Thursday, 28 May 2009

Extra-Ordinary

Susan Boyle. Unlike the Beatles' tragic Eleanor Rigby, this "beetle-browed virgin from Blackburn" will not be "buried, along with her name".

IT’S the ordinariness of Blackburn, West Lothian, that strikes you. Its rows upon rows of non-descript houses, all set back the standard thirty feet from miles upon miles of non-descript streets. It’s not an ugly town exactly, but neither is it a pretty one. It’s just ordinary. The sort of ordinary that can bury lives and smother souls.

Susan Boyle grew up in this little town. Her stock, two-storied house, grey roughcast like her neighbours’, stands in a block of dreary repetitions. Windows, doors, roofs: straight and level as a town planner’s ruler. And endless asphalt: grey and heavy as West Lothian’s leaden skies.

The people of Blackburn, too, have a sameness. They’re squat and solid like their houses, with square florid faces chafed raw by the North Wind’s relentless friction. Like their little town, they’re not exactly ugly, but neither are they pretty. You’d pass them in the street without noticing. Default-setting human shapes: ordinary and unremarkable.

You’d be wrong about Susan Boyle though, as she clumped past you on her way to the Fauldhouse Miners Welfare Club. But then, how could you possibly know that this dumpy woman, strutting fiercely up the street, with her head down, her arms swinging and her fists clenched, had a voice to match Elaine Paige’s? Or that five times before she’d entered the Club’s annual singing contest, made it to the finals, but failed to clinch first prize? Or that this, her sixth and last attempt, will end exactly the same way?

Unless, of course, you came from Blackburn, or Bathgate, or Armadale. In which case you would know that Susan Boyle was just one of many outstanding singers living in the grey sub-divisions of West Lothian.

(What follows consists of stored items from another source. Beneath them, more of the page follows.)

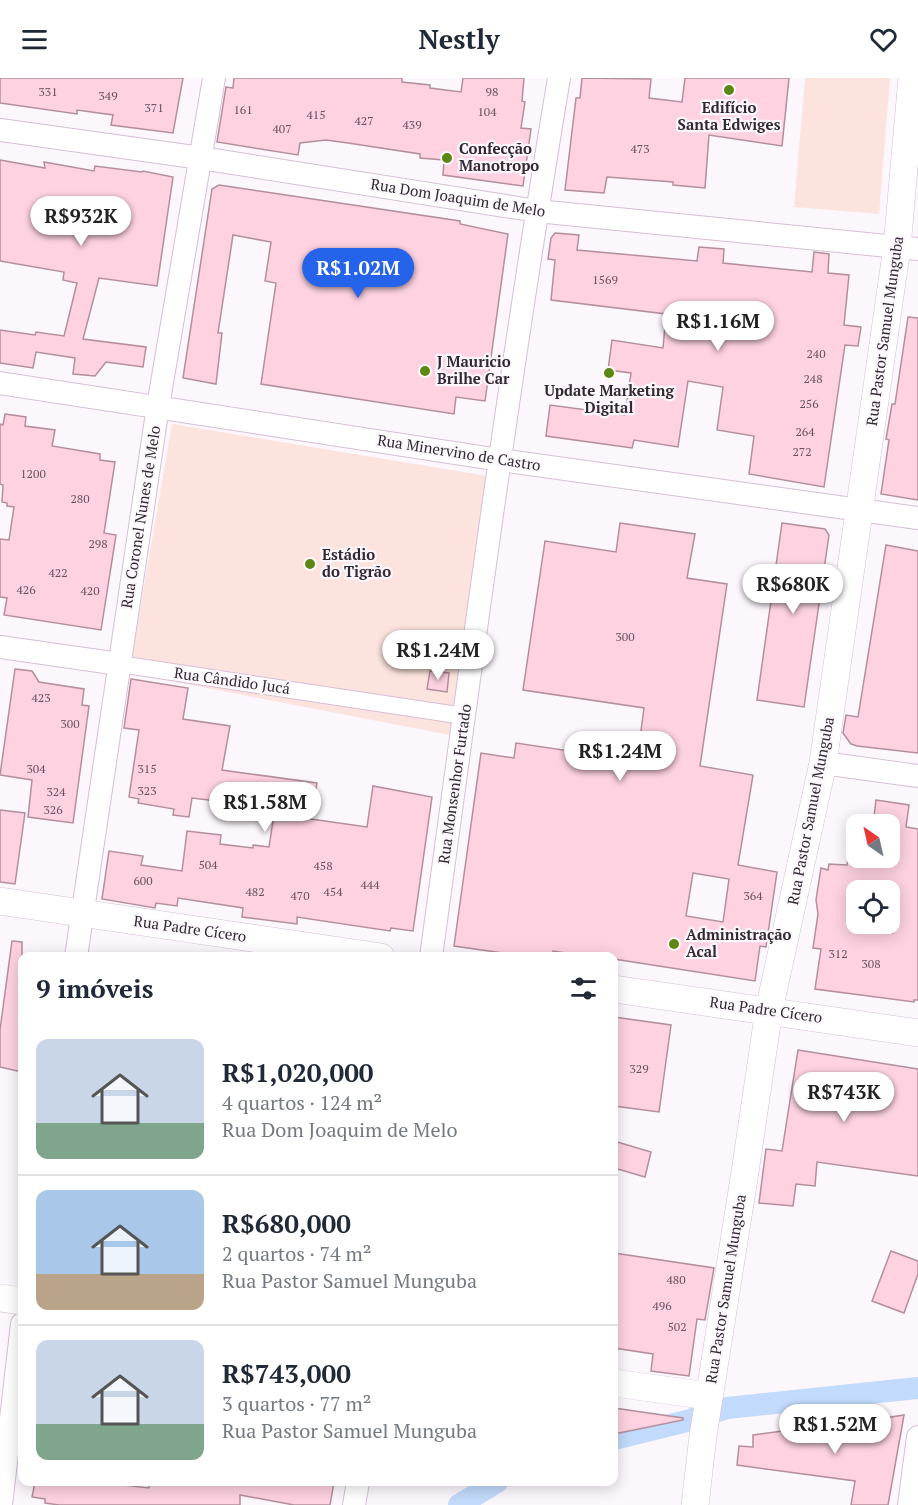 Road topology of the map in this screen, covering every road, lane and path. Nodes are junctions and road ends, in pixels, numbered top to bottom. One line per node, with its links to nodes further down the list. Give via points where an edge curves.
1 (214, 78): 5 (street, Rua Coronel Nunes de Melo)
2 (559, 78): 6 (street, Rua Monsenhor Furtado)
3 (912, 78): 7 (street, Rua Pastor Samuel Munguba)
4 (0, 130): 5 (street, Rua Dom Joaquim de Melo)
5 (201, 158): 6 (street, Rua Dom Joaquim de Melo); 9 (street, Rua Coronel Nunes de Melo)
6 (537, 211): 7 (street, Rua Dom Joaquim de Melo); 10 (street, Rua Monsenhor Furtado)
7 (907, 248): 11 (street, Rua Pastor Samuel Munguba)
8 (0, 383): 9 (street, Rua Minervino de Castro)
9 (158, 406): 10 (street, Rua Minervino de Castro); 14 (street, Rua Coronel Nunes de Melo)
10 (500, 460): 11 (street, Rua Minervino de Castro); 15 (street, Rua Monsenhor Furtado)
11 (860, 510): 12 (street, Rua Minervino de Castro); 16 (street, Rua Pastor Samuel Munguba)
12 (918, 518)
13 (0, 647): 14 (street, Rua Cândido Jucá)
14 (119, 664): 15 (street, Rua Cândido Jucá); 19 (street, Rua Coronel Nunes de Melo)
15 (464, 716): 22 (street, Rua Monsenhor Furtado)
16 (823, 763): 17 (street); 24 (street, Rua Pastor Samuel Munguba)
17 (918, 776)
18 (0, 901): 19 (street, Rua Padre Cícero)
19 (83, 913): 20 (street, Rua Coronel Nunes de Melo); 21 (street, Rua Padre Cícero)
20 (77, 952)
21 (347, 952)
22 (432, 952)
23 (618, 990): 24 (street, Rua Padre Cícero)
24 (769, 1010): 25 (street, Rua Padre Cícero); 30 (street, Rua Pastor Samuel Munguba)
25 (918, 1033)
26 (0, 1298): 27 (street)
27 (18, 1300)
28 (18, 1358): 33 (street)
29 (618, 1384): 30 (street)
30 (708, 1400): 35 (street, Rua Pastor Samuel Munguba)
31 (918, 1437): 36 (street)
32 (357, 1486): 34 (street)
33 (1, 1505)
34 (354, 1505)
35 (695, 1505)
36 (909, 1505)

"Britain’s Got Talent" is the name of the show, and it’s well-named. The neglected streets of Britain’s towns and cities are awash with talent: singers, musicians, songwriters, dancers, painters, novelists, poets, preachers, teachers, political leaders. More talent than any production company could ever cram into a commercial hour of television – or would want to.

Because, when the producers of "Britain’s Got Talent" received Susan Boyle’s application, and looked at her photograph, and heard her sing, "talent" would have been the last thing on their minds. And when they learned of her mother’s dying wish that Susan "do something with her life", it wasn’t the remorseful words of a mother whose lingering illness had utterly consumed her daughter’s youth that they heard, it was the promise of "fantastic television".

The very idea that a "beetle-browed virgin from Blackburn" might actually be able to sing was so preposterous, so absurd, that the producers were supremely confident that no "Britain’s Got Talent" audience would believe it. They knew that people’s eyes would roll; that they would exchange knowing glances with their neighbours; that the auditorium would be filled with guffaws and titters; and that, in millions of sitting rooms across Britain, the show’s viewers would be doing the same – right up until the moment Susan opened her mouth.

And then, of course, the audience, and the viewers, and (thanks to You-Tube) the whole world, gasped in wonder.

Because, into Fantine’s aria from Les Miserables, Susan Boyle poured out all of her 47 years of loneliness, lovelessness, and longing. With an inspiring, and at the same time truly thrilling singleness of purpose, this thwarted flower had struggled out of the darkness and into the light. And as her voice rose to meet the song’s crescendo, her audience, too, was carried upward. No longer sniggering, no longer colluding in the vicious lie that only the beautiful, the wealthy, and the powerful have a right to feel the sunlight of fulfilment and success upon their faces.

And all around the world people wept. Not just in response to the poignancy and precision of Susan’s performance. Not simply with relief that she had escaped the cruel theatricality of her contrived circumstances. But because, for a few transcendent seconds, this woman from West Lothian had become a symbol of the equality so many of us have stopped believing in. By her triumph, our faith in the worth of the common people of this earth was emphatically reaffirmed.

There are no dreams that cannot be, no storms we cannot weather, so long as we, like Susan, understand that ordinary people can do extraordinary things.